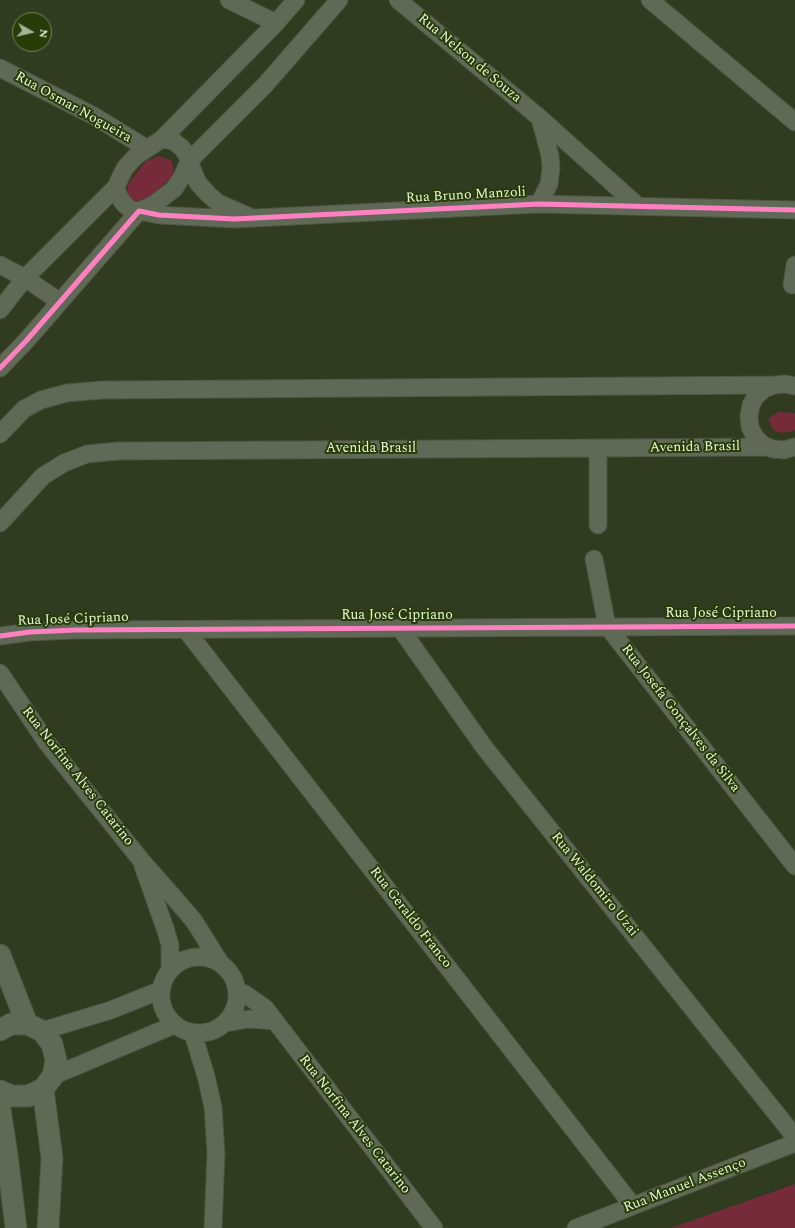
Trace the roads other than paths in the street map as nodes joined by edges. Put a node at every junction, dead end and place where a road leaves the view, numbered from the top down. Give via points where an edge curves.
1 (229, 0) edge
2 (296, 0) edge
3 (339, 0) edge
4 (398, 0) edge
5 (650, 0) edge
6 (276, 23) junction
7 (0, 68) edge
8 (540, 118) junction
9 (793, 122) edge
10 (162, 139) junction
11 (146, 148) junction
12 (189, 161) junction
13 (116, 187) junction
14 (539, 204) junction
15 (638, 206) junction
16 (795, 210) edge
17 (139, 211) junction
18 (252, 218) junction
19 (0, 265) edge
20 (795, 265) edge
21 (25, 278) junction
22 (792, 285) dead end
23 (60, 302) junction
24 (0, 310) edge
25 (0, 368) edge
26 (774, 385) junction
27 (795, 386) edge
28 (0, 434) edge
29 (768, 447) junction
30 (794, 448) edge
31 (598, 449) junction
32 (0, 523) edge
33 (598, 525) dead end
34 (594, 559) dead end
35 (607, 626) junction
36 (795, 626) edge
37 (400, 628) junction
38 (186, 630) junction
39 (0, 636) edge
40 (0, 673) edge
41 (141, 860) junction
42 (795, 866) edge
43 (0, 955) edge
44 (221, 964) junction
45 (170, 971) junction
46 (161, 990) junction
47 (237, 991) junction
48 (275, 1021) junction
49 (226, 1024) junction
50 (174, 1025) junction
51 (35, 1028) junction
52 (0, 1030) edge
53 (193, 1034) junction
54 (48, 1082) junction
55 (0, 1091) edge
56 (0, 1109) edge
57 (795, 1137) edge
58 (795, 1143) edge
59 (633, 1206) junction
60 (16, 1228) edge
61 (48, 1228) edge
62 (213, 1228) edge
63 (434, 1228) edge
64 (576, 1228) edge

1 - 6 street
2 - 6 street
3 - 12 street via 265,85
4 - 8 street, Rua Nelson de Souza
5 - 9 street
6 - 10 street
7 - 11 street, Rua Osmar Nogueira via 94,116
8 - 14 street via 551,168 549,184
8 - 15 street, Rua Nelson de Souza
10 - 11 street
10 - 12 street via 173,141 181,147
11 - 13 street via 125,168
12 - 17 street via 174,189 153,205
12 - 18 street, Rua Bruno Manzoli via 198,183 208,194 218,203
13 - 17 street via 125,205 131,210
13 - 21 street
14 - 15 street, Rua Bruno Manzoli
14 - 18 street, Rua Bruno Manzoli
15 - 16 street, Rua Bruno Manzoli
17 - 18 street, Rua Bruno Manzoli via 159,215
17 - 23 street
19 - 21 street
20 - 22 street
21 - 23 street
21 - 24 street
23 - 25 street
26 - 27 street
26 - 28 street via 102,390 67,393 41,400 24,409
26 - 29 street via 756,396 749,416 750,427 755,437
29 - 30 street, Avenida Brasil via 773,450
29 - 31 street, Avenida Brasil
31 - 32 street, Avenida Brasil via 118,450 87,454 64,463 43,476
31 - 33 street
34 - 35 street, Rua Josefa Gonçalves da Silva
35 - 36 street, Rua José Cipriano
35 - 37 street, Rua José Cipriano
35 - 42 street, Rua Josefa Gonçalves da Silva
37 - 38 street, Rua José Cipriano
37 - 57 street, Rua Waldomiro Uzai via 484,747
38 - 39 street, Rua José Cipriano via 75,630
38 - 59 street, Rua Geraldo Franco
40 - 41 street, Rua Norfina Alves Catarino via 47,743
41 - 44 street, Rua Norfina Alves Catarino via 190,916
41 - 45 street, Rua Norfina Alves Catarino via 170,945
43 - 51 street
44 - 45 street via 211,959 188,958
44 - 47 street via 230,971
45 - 46 street
46 - 50 street via 163,1009
46 - 51 street via 111,1010
47 - 48 street, Rua Norfina Alves Catarino via 265,1008
47 - 49 street via 237,1003
48 - 49 street via 249,1019
48 - 63 street, Rua Norfina Alves Catarino
49 - 53 street via 205,1034
50 - 53 street
50 - 54 street
51 - 52 street via 11,1024
51 - 54 street via 52,1044 56,1060
53 - 62 street via 206,1076 212,1107 216,1153
54 - 55 street via 28,1096 12,1096
54 - 61 street via 52,1158
56 - 60 street
58 - 59 street, Rua Manuel Assenço
59 - 64 street, Rua Manuel Assenço

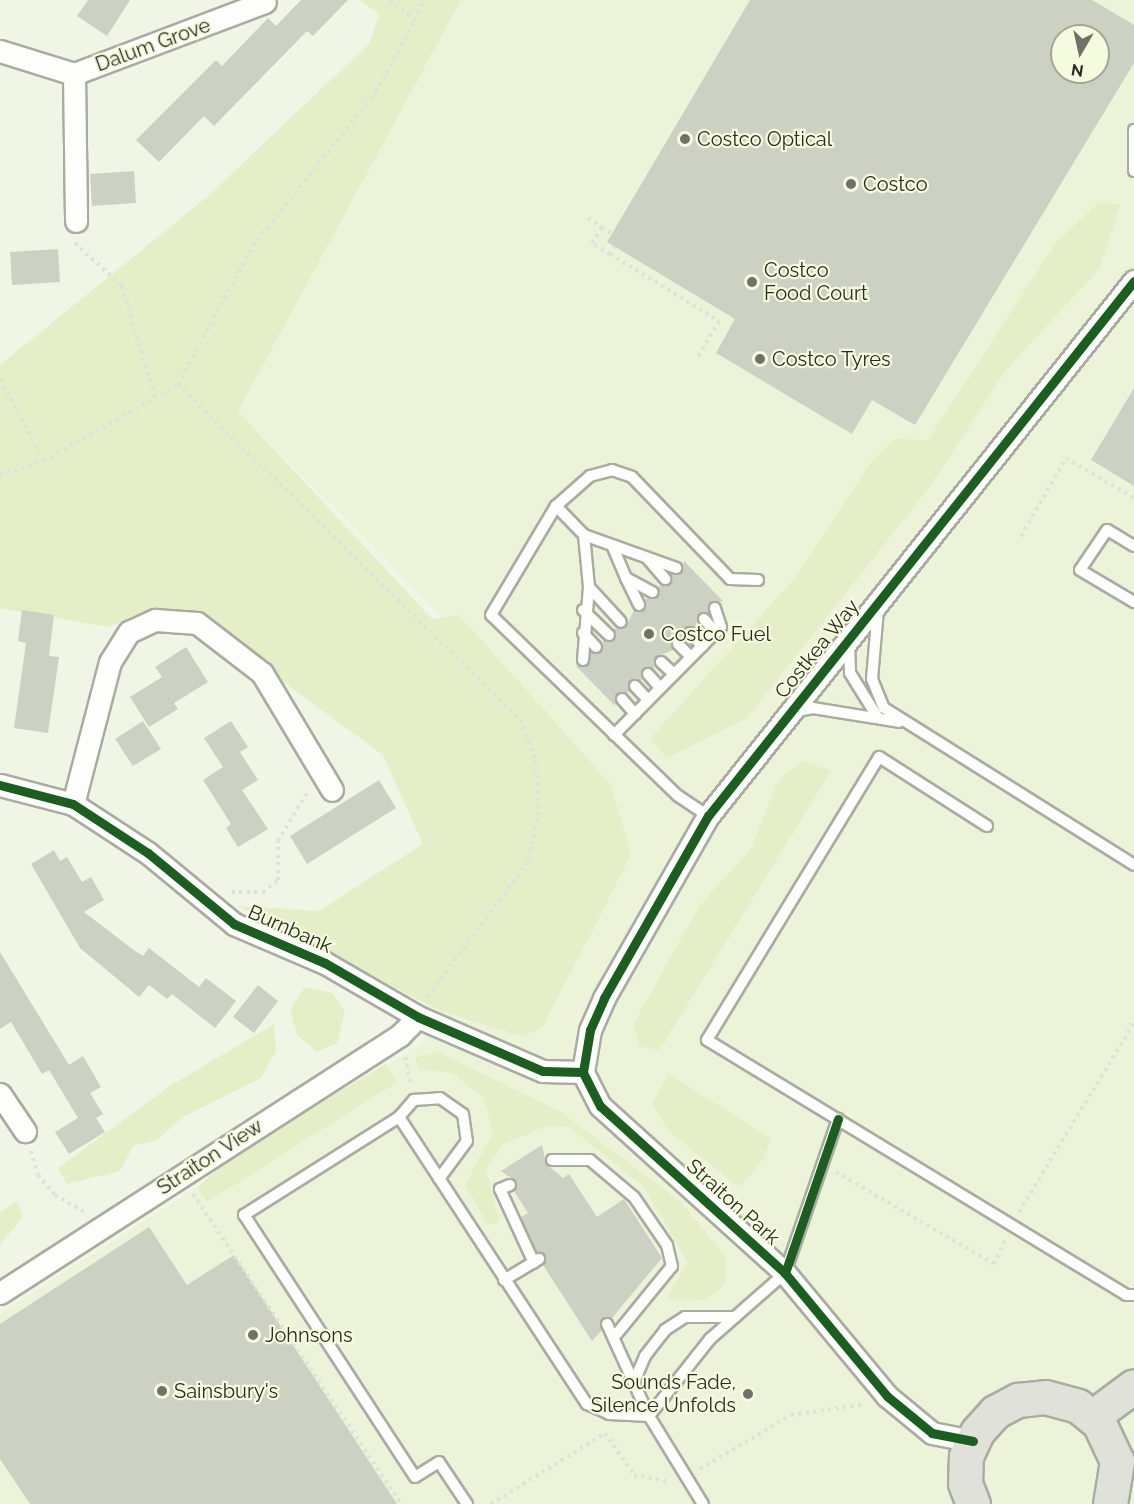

== Exercise requirements ==
Check each line of the material above for the string "Silva". Please count those that have it and reply with the number only.

== Your response ==
2